4.a. With Full Irrigation. Available Water Holding Capacity (AWHC) is the total amount of water in the plant root zone that is available to plants. For a given rate of plant water use (crop evapotranspiration, ETc), field locations with lower AWHC will need more frequent irrigation, and when irrigated will require smaller water amounts when irrigated.
But the situation for high AWHC locations isn't exactly the opposite. Field locations with higher AWHC, could tolerate an extended irrigation interval, but don't require one. Field locations with higher AWHC, would require larger water amounts when irrigated only if an extended irrigation interval were used.

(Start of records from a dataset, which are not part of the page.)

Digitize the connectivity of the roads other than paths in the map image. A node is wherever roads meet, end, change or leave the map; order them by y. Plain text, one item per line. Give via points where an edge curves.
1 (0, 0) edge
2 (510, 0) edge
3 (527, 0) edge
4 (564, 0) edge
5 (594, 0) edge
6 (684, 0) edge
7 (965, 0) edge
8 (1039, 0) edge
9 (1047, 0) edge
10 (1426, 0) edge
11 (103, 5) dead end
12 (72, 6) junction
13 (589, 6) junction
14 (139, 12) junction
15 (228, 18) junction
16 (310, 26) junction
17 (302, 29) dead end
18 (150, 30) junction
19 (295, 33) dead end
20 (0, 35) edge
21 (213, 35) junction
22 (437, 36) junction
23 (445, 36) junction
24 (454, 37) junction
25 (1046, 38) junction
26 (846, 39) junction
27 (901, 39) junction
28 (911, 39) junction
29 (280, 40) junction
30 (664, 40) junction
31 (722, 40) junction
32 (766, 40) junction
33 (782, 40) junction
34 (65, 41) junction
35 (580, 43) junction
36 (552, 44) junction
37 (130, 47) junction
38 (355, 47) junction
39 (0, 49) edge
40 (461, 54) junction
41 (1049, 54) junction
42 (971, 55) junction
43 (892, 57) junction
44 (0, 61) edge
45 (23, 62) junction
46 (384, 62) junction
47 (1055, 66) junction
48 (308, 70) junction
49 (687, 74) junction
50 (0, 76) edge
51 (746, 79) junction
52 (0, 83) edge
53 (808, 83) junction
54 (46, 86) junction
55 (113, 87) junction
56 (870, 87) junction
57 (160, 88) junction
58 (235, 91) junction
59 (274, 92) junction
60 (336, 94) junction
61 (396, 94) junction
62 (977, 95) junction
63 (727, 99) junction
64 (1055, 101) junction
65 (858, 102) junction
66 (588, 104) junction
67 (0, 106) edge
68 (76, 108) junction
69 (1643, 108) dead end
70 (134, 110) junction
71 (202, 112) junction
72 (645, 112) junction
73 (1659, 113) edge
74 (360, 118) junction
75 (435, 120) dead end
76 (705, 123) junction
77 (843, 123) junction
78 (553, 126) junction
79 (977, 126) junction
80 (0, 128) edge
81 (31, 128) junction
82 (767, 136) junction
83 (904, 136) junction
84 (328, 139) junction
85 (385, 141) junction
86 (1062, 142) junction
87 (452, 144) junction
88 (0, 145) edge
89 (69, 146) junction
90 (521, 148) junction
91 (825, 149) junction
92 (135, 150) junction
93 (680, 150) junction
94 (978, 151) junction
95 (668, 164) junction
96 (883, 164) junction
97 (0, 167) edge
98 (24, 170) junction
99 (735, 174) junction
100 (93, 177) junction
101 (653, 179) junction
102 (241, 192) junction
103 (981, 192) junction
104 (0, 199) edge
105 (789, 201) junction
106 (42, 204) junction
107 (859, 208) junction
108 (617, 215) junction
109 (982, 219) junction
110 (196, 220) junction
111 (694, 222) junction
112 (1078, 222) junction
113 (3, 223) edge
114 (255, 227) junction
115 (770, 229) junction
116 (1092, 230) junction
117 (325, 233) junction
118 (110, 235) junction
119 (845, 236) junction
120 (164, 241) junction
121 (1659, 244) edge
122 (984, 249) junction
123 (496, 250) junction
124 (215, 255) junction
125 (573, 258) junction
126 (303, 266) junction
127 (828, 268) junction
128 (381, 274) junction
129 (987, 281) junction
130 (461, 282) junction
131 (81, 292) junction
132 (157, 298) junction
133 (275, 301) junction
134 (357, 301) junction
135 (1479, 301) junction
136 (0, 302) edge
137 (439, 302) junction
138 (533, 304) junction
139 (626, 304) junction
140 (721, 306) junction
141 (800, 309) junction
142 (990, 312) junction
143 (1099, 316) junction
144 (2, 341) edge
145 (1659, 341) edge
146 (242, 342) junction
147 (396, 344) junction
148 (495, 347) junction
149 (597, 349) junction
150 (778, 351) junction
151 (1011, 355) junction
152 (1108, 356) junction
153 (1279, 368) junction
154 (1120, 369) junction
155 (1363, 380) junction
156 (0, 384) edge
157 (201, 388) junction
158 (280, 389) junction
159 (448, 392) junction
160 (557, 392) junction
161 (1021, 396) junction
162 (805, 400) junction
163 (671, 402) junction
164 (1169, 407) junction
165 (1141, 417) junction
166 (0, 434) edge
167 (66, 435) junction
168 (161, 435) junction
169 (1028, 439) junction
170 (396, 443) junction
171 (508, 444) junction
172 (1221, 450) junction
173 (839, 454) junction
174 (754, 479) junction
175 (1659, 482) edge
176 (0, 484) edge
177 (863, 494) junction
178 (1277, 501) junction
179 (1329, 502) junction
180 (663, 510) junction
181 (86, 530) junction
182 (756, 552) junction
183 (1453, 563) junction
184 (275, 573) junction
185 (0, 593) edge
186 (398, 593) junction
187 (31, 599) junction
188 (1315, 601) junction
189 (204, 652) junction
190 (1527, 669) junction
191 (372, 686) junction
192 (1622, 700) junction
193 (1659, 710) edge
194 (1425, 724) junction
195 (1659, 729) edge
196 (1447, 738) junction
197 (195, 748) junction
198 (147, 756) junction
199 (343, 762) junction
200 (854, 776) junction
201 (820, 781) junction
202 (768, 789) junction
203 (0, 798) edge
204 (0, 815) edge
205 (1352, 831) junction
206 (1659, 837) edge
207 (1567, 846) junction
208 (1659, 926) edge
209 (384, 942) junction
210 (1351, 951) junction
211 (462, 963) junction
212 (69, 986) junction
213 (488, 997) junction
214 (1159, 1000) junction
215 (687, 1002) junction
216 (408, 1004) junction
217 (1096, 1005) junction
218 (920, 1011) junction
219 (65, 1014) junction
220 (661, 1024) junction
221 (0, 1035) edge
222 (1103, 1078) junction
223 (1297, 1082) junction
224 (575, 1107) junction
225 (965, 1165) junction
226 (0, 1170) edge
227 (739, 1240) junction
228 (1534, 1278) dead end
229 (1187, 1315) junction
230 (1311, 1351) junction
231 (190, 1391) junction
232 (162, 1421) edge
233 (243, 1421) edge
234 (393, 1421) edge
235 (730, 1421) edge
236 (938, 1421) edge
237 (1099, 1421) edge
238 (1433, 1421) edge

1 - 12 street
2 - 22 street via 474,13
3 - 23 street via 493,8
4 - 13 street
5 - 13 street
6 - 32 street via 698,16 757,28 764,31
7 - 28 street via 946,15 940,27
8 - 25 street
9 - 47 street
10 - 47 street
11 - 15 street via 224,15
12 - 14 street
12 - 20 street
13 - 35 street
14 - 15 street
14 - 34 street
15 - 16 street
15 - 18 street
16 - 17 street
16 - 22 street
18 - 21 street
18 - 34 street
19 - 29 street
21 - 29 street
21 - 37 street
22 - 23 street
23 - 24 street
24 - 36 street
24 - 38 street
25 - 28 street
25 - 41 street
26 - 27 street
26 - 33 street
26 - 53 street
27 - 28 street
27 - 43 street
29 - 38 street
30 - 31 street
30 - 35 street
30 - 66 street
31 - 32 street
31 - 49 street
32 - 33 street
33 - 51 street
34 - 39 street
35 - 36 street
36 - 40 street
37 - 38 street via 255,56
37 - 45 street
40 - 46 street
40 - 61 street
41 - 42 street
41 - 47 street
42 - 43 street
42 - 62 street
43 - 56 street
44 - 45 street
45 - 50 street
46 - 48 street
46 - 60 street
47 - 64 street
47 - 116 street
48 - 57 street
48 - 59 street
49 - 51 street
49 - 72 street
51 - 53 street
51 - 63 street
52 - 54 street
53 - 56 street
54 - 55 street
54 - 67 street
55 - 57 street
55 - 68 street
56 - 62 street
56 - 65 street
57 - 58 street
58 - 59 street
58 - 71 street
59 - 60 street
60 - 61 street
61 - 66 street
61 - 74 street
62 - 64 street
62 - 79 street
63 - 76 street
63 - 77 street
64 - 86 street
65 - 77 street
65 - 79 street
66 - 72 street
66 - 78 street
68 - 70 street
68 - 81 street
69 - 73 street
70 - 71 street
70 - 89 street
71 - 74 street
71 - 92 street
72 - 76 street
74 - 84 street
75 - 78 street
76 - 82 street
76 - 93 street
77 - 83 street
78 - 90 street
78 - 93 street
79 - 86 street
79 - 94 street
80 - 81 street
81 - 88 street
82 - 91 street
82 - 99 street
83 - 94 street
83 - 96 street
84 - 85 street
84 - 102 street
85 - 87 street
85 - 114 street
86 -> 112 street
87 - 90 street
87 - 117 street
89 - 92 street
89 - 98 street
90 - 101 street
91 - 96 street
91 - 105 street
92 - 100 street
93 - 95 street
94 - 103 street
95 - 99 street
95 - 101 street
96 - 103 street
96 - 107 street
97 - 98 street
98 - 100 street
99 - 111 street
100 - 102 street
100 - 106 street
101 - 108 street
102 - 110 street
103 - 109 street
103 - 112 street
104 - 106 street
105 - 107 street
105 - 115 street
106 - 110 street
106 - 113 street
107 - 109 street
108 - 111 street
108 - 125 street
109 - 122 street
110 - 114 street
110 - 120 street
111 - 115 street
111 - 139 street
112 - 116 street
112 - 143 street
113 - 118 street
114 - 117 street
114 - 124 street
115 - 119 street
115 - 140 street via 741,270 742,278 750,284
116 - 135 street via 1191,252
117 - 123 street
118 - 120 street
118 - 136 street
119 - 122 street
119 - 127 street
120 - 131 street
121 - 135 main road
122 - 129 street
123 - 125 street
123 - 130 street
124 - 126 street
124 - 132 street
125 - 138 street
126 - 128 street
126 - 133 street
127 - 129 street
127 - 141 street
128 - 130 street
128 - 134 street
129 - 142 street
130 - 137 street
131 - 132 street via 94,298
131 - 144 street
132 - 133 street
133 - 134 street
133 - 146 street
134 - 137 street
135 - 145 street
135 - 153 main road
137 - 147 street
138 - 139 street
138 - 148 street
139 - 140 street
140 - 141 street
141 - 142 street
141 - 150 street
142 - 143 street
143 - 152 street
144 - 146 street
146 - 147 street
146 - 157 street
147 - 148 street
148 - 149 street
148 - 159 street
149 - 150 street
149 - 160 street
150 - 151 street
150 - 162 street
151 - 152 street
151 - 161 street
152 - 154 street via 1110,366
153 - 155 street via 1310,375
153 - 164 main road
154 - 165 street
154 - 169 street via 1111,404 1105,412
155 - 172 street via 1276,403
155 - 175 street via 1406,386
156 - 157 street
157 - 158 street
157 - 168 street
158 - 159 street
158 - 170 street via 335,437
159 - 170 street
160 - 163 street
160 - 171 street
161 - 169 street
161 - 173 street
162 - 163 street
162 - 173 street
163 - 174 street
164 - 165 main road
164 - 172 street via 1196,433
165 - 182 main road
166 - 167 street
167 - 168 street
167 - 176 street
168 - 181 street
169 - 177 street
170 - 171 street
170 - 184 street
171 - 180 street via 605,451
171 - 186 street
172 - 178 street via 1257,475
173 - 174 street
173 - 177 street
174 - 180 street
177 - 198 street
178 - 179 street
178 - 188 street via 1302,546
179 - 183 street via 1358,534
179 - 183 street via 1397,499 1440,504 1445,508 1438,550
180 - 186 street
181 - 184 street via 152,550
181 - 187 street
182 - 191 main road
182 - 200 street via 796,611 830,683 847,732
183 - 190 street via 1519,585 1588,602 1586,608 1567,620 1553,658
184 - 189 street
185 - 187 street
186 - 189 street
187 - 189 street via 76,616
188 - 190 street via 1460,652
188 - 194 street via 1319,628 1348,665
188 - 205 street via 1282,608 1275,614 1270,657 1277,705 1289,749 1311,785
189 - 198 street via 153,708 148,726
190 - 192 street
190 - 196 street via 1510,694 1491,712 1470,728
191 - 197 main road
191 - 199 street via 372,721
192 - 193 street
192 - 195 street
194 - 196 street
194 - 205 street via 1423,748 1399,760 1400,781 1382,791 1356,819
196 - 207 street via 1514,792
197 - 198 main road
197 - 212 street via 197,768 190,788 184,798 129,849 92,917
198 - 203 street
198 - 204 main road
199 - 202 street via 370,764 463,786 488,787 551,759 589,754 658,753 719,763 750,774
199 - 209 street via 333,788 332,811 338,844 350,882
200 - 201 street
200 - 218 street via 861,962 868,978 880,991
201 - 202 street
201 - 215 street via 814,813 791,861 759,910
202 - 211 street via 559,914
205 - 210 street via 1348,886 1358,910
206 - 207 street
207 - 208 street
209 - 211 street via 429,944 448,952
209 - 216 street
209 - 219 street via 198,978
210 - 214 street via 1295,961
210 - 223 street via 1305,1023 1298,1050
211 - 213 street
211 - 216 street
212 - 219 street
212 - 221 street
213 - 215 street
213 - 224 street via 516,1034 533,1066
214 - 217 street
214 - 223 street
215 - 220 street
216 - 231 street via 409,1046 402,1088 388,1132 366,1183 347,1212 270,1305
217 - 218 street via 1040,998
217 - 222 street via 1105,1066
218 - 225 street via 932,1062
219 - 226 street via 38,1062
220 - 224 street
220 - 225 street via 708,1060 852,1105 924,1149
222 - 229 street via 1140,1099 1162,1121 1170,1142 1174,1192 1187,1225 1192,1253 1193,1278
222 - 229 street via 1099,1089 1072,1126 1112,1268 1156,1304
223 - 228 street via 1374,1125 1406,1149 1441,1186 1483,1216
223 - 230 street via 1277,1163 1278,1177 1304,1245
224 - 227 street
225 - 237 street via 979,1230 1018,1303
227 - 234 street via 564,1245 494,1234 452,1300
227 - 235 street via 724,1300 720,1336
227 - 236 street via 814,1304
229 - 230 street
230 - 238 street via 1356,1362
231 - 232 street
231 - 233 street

In general, the time between irrigations is determined by how much water can be used by the crop before undesirable stress sets in (related to AWHC) and by how fast the crop is using water (ETc). However, the amount of water to add back to the soil at each irrigation is determined by how long it has been since the last irrigation, and how much water the crop has used since then. This means that even in variable AWHC fields, we can manage the irrigations effectively be selecting the irrigation interval appropriate to the those locations with low AWHC, and by setting the irrigation amount appropriate to this interval and the crop water use rate. Those areas with higher AWHC will receive water a little more frequently, and in somewhat smaller amounts than if the irrigations were being managed for them, but no harm is done. They will also remain above the critical stress-generating water level.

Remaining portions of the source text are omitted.